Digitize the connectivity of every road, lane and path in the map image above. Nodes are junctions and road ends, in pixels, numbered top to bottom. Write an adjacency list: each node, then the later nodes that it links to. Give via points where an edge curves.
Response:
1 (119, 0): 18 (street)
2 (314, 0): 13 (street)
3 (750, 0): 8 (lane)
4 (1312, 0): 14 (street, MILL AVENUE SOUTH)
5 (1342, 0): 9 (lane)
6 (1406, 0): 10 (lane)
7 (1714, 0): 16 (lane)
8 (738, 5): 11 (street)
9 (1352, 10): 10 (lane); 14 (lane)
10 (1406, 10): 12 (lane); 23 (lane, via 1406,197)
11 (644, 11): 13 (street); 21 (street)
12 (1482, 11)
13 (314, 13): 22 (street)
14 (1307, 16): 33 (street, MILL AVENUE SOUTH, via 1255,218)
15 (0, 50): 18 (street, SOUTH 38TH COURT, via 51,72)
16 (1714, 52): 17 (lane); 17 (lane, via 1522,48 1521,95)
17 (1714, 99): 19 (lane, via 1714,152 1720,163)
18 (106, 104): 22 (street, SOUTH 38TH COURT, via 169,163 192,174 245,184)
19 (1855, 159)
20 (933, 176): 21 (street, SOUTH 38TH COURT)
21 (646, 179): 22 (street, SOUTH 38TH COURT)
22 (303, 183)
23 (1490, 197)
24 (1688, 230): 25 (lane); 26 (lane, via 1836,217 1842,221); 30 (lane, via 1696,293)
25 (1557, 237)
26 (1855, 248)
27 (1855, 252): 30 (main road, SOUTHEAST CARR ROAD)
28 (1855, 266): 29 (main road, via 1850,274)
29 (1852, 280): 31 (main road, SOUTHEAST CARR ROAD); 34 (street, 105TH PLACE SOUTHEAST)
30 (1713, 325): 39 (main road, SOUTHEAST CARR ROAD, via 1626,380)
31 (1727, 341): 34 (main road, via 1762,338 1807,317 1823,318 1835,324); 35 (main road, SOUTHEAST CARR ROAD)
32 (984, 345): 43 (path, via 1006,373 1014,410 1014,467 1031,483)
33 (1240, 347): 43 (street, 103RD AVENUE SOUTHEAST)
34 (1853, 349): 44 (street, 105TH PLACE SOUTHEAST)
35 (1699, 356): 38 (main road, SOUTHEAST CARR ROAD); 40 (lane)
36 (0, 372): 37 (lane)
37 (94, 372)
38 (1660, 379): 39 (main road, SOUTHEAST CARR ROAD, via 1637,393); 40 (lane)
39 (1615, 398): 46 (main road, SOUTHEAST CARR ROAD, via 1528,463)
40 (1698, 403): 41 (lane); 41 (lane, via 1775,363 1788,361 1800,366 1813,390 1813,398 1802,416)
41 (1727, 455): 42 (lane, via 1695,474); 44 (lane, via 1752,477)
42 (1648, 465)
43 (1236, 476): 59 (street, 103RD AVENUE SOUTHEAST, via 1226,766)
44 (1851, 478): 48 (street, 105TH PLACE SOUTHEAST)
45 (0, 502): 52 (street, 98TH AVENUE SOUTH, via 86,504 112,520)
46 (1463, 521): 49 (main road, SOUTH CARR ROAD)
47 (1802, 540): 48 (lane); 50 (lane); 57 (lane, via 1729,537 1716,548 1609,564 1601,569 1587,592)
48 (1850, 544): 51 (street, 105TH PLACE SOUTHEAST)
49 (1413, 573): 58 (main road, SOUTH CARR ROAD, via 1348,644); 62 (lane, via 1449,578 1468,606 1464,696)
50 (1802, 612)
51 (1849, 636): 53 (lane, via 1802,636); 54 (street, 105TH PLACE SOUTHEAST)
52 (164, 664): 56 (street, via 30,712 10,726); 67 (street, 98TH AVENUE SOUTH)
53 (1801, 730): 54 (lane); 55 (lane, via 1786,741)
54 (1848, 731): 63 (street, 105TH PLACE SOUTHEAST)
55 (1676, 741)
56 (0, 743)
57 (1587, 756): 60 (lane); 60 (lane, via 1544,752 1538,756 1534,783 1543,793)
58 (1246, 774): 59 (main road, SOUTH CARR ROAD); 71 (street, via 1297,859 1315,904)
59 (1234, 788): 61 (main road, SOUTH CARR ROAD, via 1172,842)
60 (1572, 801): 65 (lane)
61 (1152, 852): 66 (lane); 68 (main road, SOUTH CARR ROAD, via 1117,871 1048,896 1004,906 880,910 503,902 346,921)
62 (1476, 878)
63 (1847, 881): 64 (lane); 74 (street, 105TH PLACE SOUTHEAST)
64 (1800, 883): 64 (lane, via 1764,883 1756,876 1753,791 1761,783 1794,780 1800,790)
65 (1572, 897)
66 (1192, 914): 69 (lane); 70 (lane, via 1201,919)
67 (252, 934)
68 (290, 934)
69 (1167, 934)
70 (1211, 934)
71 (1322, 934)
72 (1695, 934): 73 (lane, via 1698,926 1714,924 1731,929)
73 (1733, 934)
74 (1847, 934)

------------

What to work on:
Where in the entries above does the word "COURT" appear? Copy each line that has it.

Task response:
15 (0, 50): 18 (street, SOUTH 38TH COURT, via 51,72)
18 (106, 104): 22 (street, SOUTH 38TH COURT, via 169,163 192,174 245,184)
20 (933, 176): 21 (street, SOUTH 38TH COURT)
21 (646, 179): 22 (street, SOUTH 38TH COURT)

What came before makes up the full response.